ShardDB::getAsyncShardInstance($pool)->setSide($userId)->query($query)->fetchAll();



ShardDB is a static class that has a method getAsyncShardInstance for a given shard pool. Really the construct design pattern is a singleton which returns an async shard object that extends shard. (I love objects things just work and is clean).

setSide is optional to say keep the query on the side which the calling user uses unless that side is down.

query connects to the servers if not connected and executes the sql.

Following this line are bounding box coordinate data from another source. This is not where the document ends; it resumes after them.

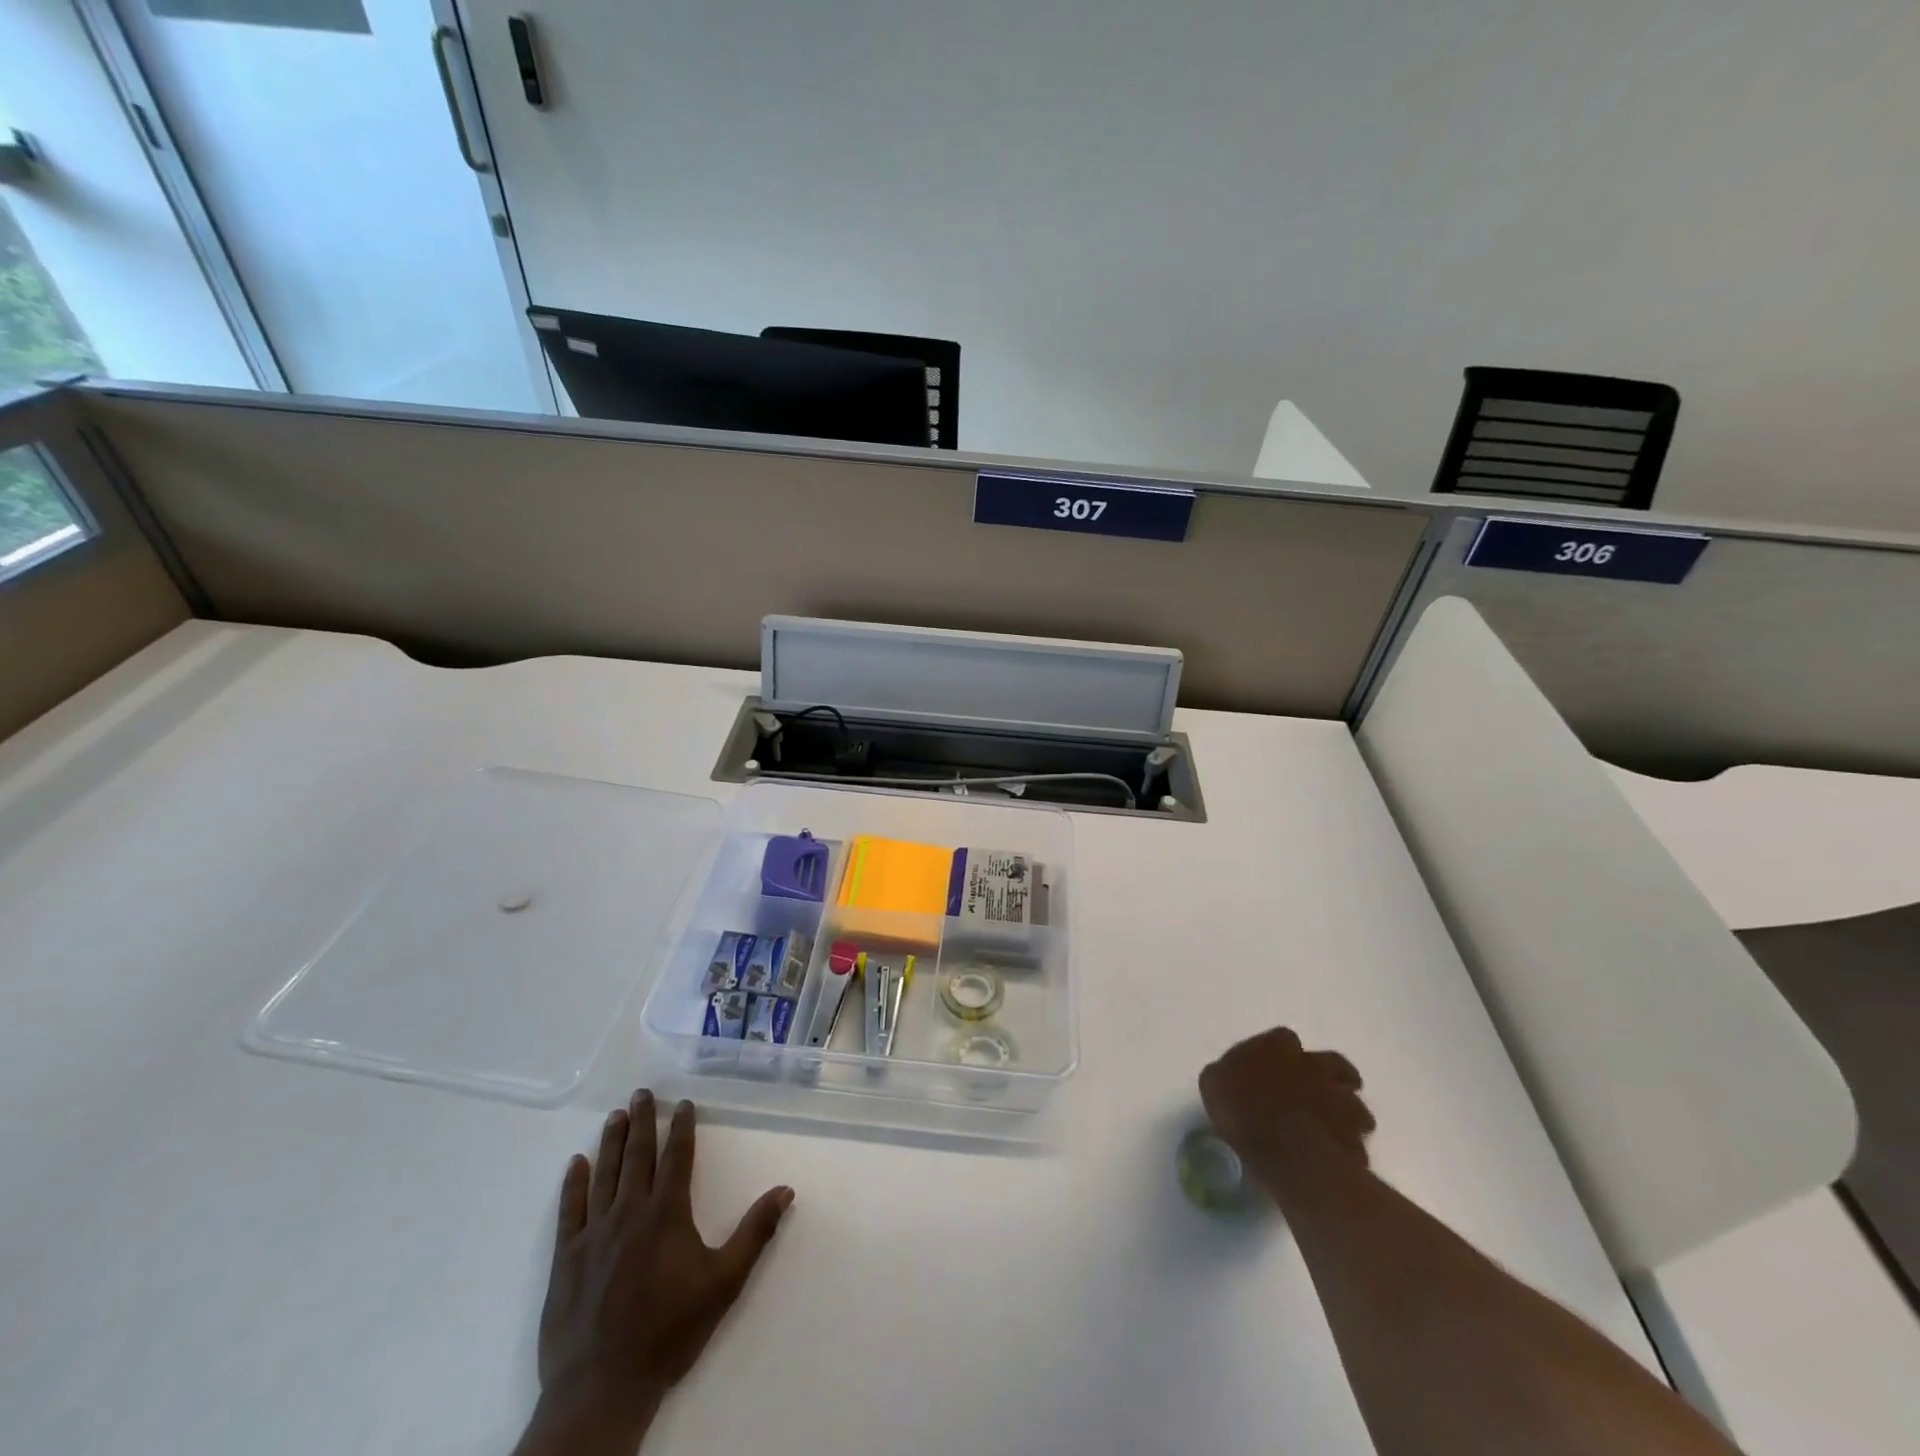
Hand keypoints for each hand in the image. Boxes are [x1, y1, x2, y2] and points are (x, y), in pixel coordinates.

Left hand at [516, 1091, 794, 1455]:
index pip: (677, 1157)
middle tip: (641, 1092)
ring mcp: (594, 1233)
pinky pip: (570, 1209)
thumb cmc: (669, 1331)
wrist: (603, 1386)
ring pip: (604, 1173)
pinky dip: (573, 1183)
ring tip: (615, 1115)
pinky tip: (577, 1163)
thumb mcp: (724, 1282)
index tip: (683, 1103)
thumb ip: (755, 1233)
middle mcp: (629, 1211)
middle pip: (638, 1155)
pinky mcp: (566, 1257)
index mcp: (667, 1213)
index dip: (682, 1127)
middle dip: (643, 1121)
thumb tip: (786, 1190)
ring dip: (612, 1141)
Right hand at [1199, 1027, 1374, 1201]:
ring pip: (1354, 1100)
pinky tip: (1336, 1154)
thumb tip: (1231, 1076)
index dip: (1281, 1053)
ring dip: (1345, 1110)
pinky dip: (1350, 1142)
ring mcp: (1340, 1098)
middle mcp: (1312, 1063)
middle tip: (1316, 1095)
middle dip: (1328, 1076)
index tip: (1276, 1069)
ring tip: (1331, 1127)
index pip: (1283, 1038)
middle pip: (1332, 1063)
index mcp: (1275, 1045)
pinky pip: (1356, 1136)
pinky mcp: (1355, 1134)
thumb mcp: (1213, 1084)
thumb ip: (1228, 1075)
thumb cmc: (1241, 1110)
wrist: (1285, 1150)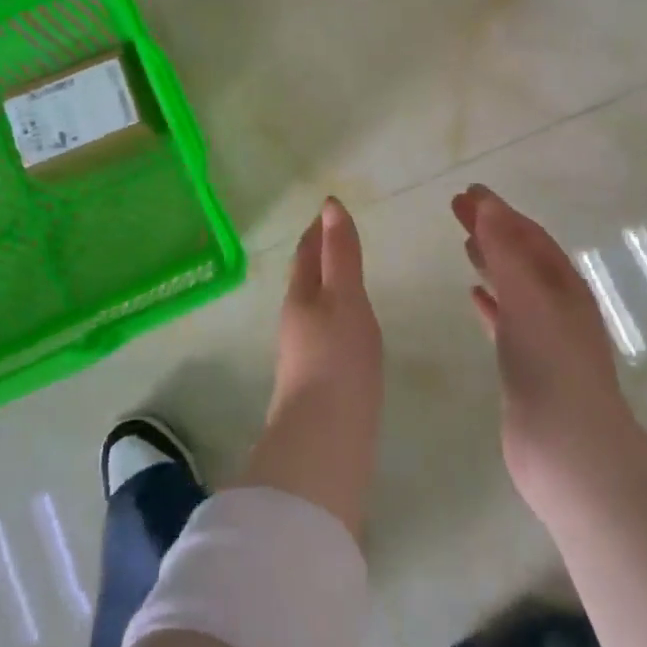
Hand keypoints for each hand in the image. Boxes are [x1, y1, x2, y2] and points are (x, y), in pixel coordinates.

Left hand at [233, 198, 383, 539]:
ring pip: (313, 308)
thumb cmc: (338, 359)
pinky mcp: (317, 382)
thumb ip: (341, 254)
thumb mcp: (345, 297)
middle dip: (318, 257)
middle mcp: (296, 322)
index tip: (327, 212)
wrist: (324, 441)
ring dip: (326, 288)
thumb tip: (330, 205)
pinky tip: (349, 330)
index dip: (317, 231)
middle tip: (337, 239)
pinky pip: (325, 335)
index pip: (306, 254)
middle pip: (306, 280)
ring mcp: (303, 354)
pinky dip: (336, 318)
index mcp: (301, 297)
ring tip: (346, 279)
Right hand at [451, 185, 634, 508]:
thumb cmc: (550, 364)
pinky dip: (489, 303)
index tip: (468, 192)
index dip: (499, 211)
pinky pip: (505, 321)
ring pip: (512, 287)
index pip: (528, 235)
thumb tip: (487, 204)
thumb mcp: (528, 297)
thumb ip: (505, 250)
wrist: (567, 449)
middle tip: (457, 208)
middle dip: (491, 230)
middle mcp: (557, 305)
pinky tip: (473, 296)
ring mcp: (543, 337)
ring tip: (464, 245)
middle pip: (519, 256)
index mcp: (564, 285)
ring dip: (491, 262)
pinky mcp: (525, 366)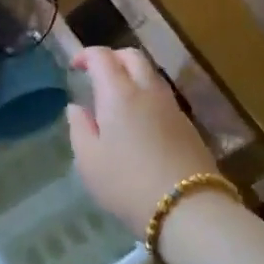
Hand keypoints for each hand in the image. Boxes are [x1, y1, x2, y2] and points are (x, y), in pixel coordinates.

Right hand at [67, 47, 218, 237]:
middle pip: (132, 56)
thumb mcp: (89, 161)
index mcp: (119, 93)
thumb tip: (76, 107)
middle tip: (98, 74)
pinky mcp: (188, 124)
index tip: (75, 67)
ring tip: (118, 98)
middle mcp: (147, 90)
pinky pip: (163, 96)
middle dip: (113, 57)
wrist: (188, 208)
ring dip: (132, 75)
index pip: (102, 56)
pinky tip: (140, 120)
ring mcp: (171, 106)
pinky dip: (147, 95)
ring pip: (151, 74)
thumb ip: (79, 128)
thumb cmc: (128, 184)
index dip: (86, 55)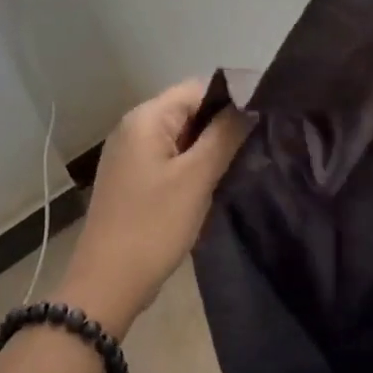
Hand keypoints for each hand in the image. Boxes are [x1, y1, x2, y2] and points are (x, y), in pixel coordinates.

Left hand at [60, 79, 248, 335]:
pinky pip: (173, 159)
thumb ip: (226, 134)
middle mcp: (134, 128)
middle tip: (259, 145)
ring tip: (243, 164)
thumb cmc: (154, 225)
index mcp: (146, 118)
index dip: (233, 100)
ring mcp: (132, 155)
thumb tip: (251, 104)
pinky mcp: (134, 180)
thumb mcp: (197, 177)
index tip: (265, 120)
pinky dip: (195, 166)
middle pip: (191, 111)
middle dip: (224, 126)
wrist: (108, 284)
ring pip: (184, 137)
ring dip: (212, 149)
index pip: (199, 88)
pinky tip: (215, 184)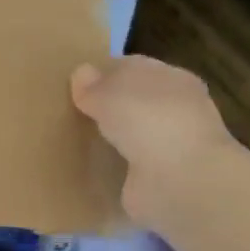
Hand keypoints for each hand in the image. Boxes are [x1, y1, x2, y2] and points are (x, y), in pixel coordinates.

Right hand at [71, 56, 235, 230]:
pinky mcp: (159, 178)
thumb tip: (80, 74)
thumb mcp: (109, 93)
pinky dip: (113, 165)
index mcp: (173, 79)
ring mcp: (169, 146)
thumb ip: (92, 85)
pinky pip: (128, 165)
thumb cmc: (149, 122)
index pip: (133, 68)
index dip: (103, 73)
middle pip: (133, 101)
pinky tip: (89, 165)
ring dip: (110, 137)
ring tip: (74, 137)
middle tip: (69, 110)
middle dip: (106, 106)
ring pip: (131, 133)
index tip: (73, 83)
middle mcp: (176, 111)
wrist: (180, 182)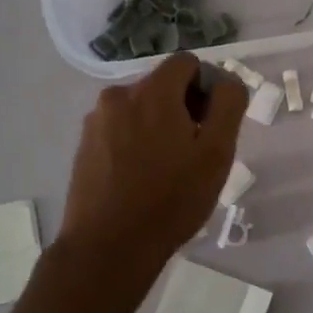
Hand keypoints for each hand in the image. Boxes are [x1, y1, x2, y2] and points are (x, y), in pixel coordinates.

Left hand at [49, 54, 247, 312]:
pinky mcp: (84, 146)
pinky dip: (135, 142)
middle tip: (194, 152)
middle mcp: (119, 95)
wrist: (108, 248)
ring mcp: (96, 121)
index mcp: (152, 91)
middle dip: (183, 108)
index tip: (212, 124)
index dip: (207, 86)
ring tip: (167, 169)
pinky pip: (120, 130)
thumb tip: (227, 81)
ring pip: (140, 109)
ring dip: (158, 126)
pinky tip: (142, 178)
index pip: (187, 63)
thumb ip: (228, 104)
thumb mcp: (216, 152)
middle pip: (162, 85)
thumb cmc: (171, 199)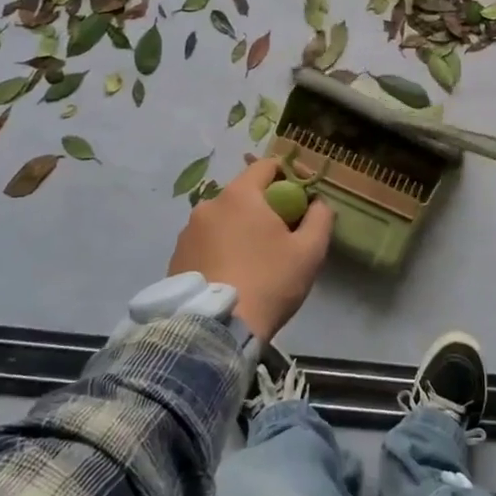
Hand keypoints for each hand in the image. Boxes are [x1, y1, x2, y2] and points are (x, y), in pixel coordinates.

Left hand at [167, 158, 334, 342]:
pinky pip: (206, 242)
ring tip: (255, 259)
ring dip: (240, 229)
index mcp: (240, 195)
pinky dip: (221, 249)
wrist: (216, 330)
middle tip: (283, 234)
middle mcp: (209, 205)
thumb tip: (318, 202)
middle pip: (244, 194)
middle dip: (265, 206)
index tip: (303, 198)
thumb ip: (320, 217)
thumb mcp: (310, 250)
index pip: (266, 166)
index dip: (289, 176)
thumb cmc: (269, 282)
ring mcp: (187, 232)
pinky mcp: (176, 257)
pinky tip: (232, 274)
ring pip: (224, 219)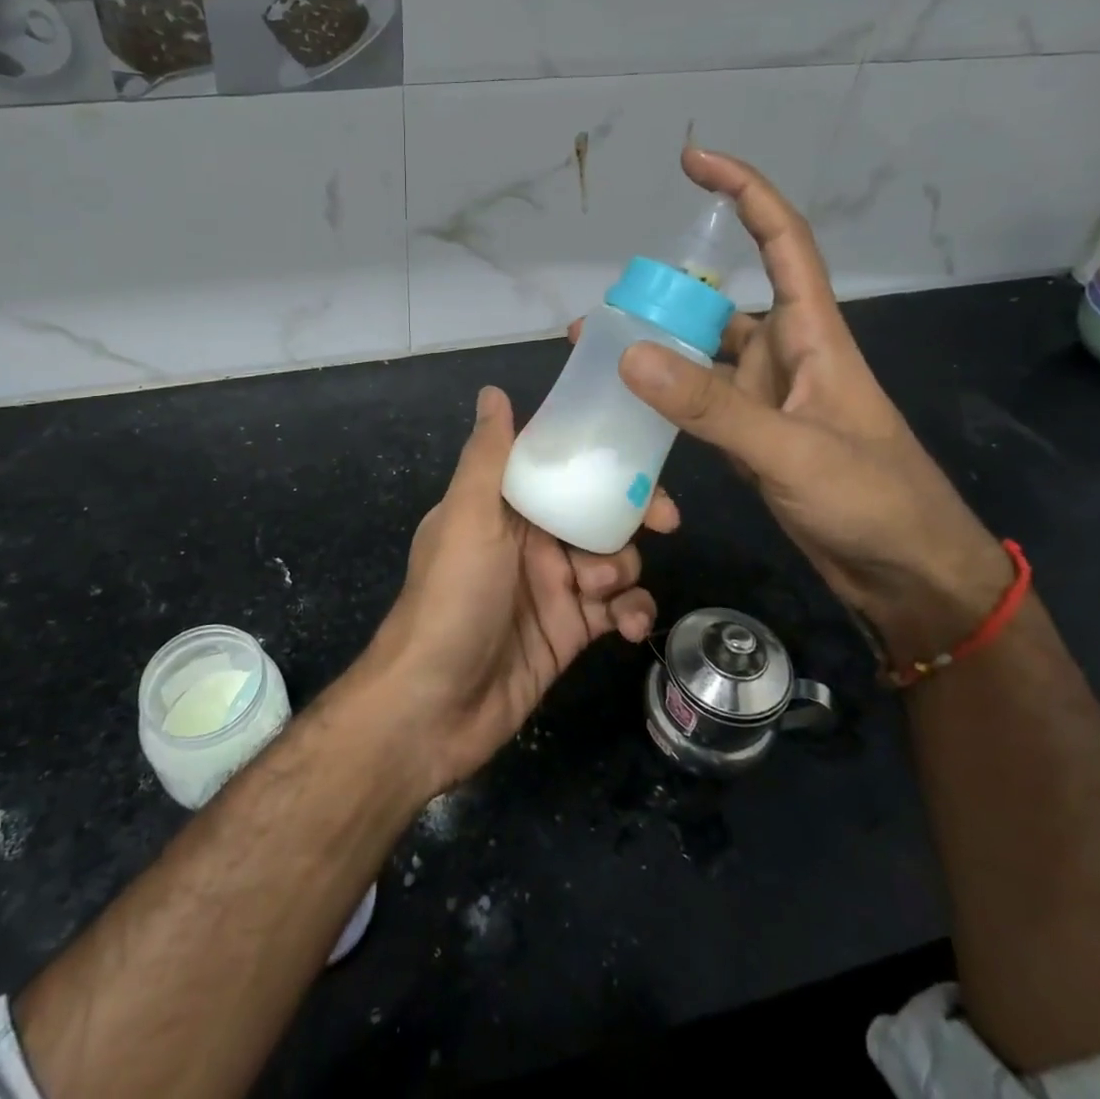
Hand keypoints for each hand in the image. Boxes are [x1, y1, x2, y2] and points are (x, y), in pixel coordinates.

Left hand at [356, 386, 674, 795]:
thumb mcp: (468, 518)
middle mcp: (529, 541)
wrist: (433, 708)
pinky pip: (616, 609)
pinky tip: (627, 626)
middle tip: (665, 523)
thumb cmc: (451, 599)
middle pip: (597, 512)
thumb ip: (489, 457)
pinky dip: (630, 612)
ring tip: (600, 592)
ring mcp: (552, 587)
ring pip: (613, 559)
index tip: (642, 460)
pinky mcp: (570, 632)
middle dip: (631, 514)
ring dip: (623, 569)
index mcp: (503, 507)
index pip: (561, 468)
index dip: (601, 459)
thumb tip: (493, 390)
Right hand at [615, 147, 1013, 664]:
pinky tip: (627, 408)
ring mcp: (767, 399)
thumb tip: (629, 355)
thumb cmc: (873, 499)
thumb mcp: (790, 449)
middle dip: (664, 294)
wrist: (906, 575)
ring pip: (703, 356)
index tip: (694, 160)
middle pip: (720, 301)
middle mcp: (786, 354)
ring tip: (596, 355)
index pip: (780, 239)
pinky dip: (665, 400)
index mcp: (812, 333)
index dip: (742, 191)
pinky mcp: (752, 439)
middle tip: (602, 309)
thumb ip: (711, 405)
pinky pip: (699, 404)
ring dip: (657, 351)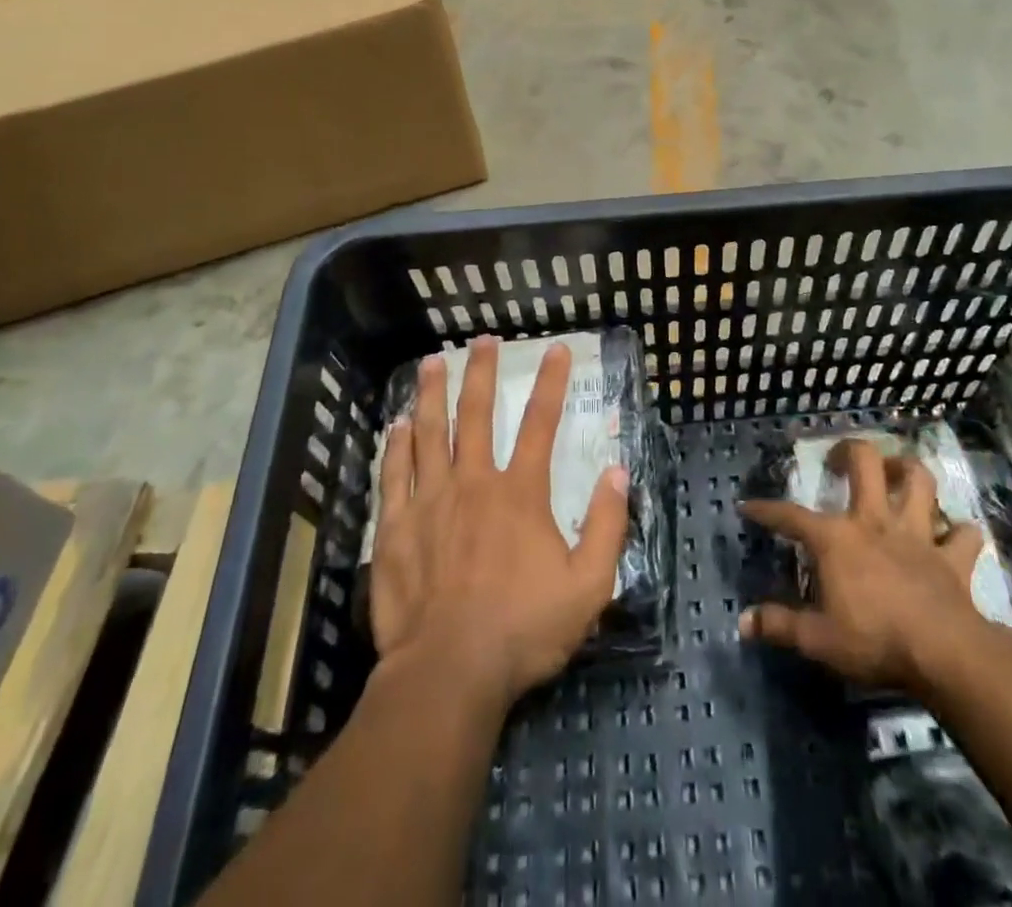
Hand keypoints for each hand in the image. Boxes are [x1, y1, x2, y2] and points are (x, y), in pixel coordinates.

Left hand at [371, 337, 629, 710]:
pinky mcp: (396, 528)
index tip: (557, 349)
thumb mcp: (588, 585)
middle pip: (477, 415)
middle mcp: (473, 483)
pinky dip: (396, 445)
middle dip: (482, 372)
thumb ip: (607, 525)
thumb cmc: (523, 629)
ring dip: (433, 394)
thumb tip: (617, 471)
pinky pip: (394, 474)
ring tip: (433, 361)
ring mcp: (429, 502)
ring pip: (429, 433)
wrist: (449, 672)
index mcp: (520, 493)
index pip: (541, 423)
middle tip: (482, 340)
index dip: (551, 382)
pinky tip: (396, 424)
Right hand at [739, 439, 1011, 692]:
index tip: (748, 506)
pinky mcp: (952, 558)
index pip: (791, 516)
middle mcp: (875, 522)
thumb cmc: (874, 640)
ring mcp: (917, 535)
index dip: (767, 511)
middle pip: (866, 463)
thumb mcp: (818, 640)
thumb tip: (743, 622)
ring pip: (920, 481)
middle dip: (850, 451)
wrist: (944, 654)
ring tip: (899, 473)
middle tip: (840, 458)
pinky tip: (953, 534)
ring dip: (909, 471)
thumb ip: (780, 626)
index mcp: (837, 539)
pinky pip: (964, 534)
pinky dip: (960, 532)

fetchAll polls for the responses and is equivalent to PDO's fetchAll.

Here is the query code:


public function query($query, $args = array()) {

        foreach($this->connectionList as $shardId => $connection) {
            Debugger::timer('async_query');
            $connection->query($query, MYSQLI_ASYNC);
            Debugger::log("ASYNC_QUERY", $query, 'async_query');
        }
        return $this;
}


Then fetch all
public function fetchAll() {
        $connectionCount = count($this->connectionList);
        Debugger::timer('async_poll');
        $results = array();
        $processed = 0;
        do {

            $links = $errors = $reject = array();
            foreach ($this->connectionList as $i => $link) {
                $links[] = $errors[] = $reject[] = $link;
            }

            if (!mysqli_poll($links, $errors, $reject, $this->defaultTimeout)) {
                $spinned++;
                continue;
            }
            
            foreach ($links as $link) {
                if ($result = $link->reap_async_query()) {
                    while ($row = $result->fetch_object()){
                        $results[] = $row;
                    }
                    $result->free();
                    $processed++;
                }
            }
                
        } while($processed++ < $connectionCount);
        Debugger::log("ASYNC_QUERY", "Poll is done - Spinned $spinned times", 'async_poll');
        return $results;
} 


The affect of this code is illustrated below.




The blue line is greater than 2 seconds, which is bad then the line goes away the the change above. There is still some work needed to totally get rid of the greater than 2 second calls but what I got from this one change was worth the effort.

Thanks to mySQL and the internet super hero for building this feature. It was like it was built just for me!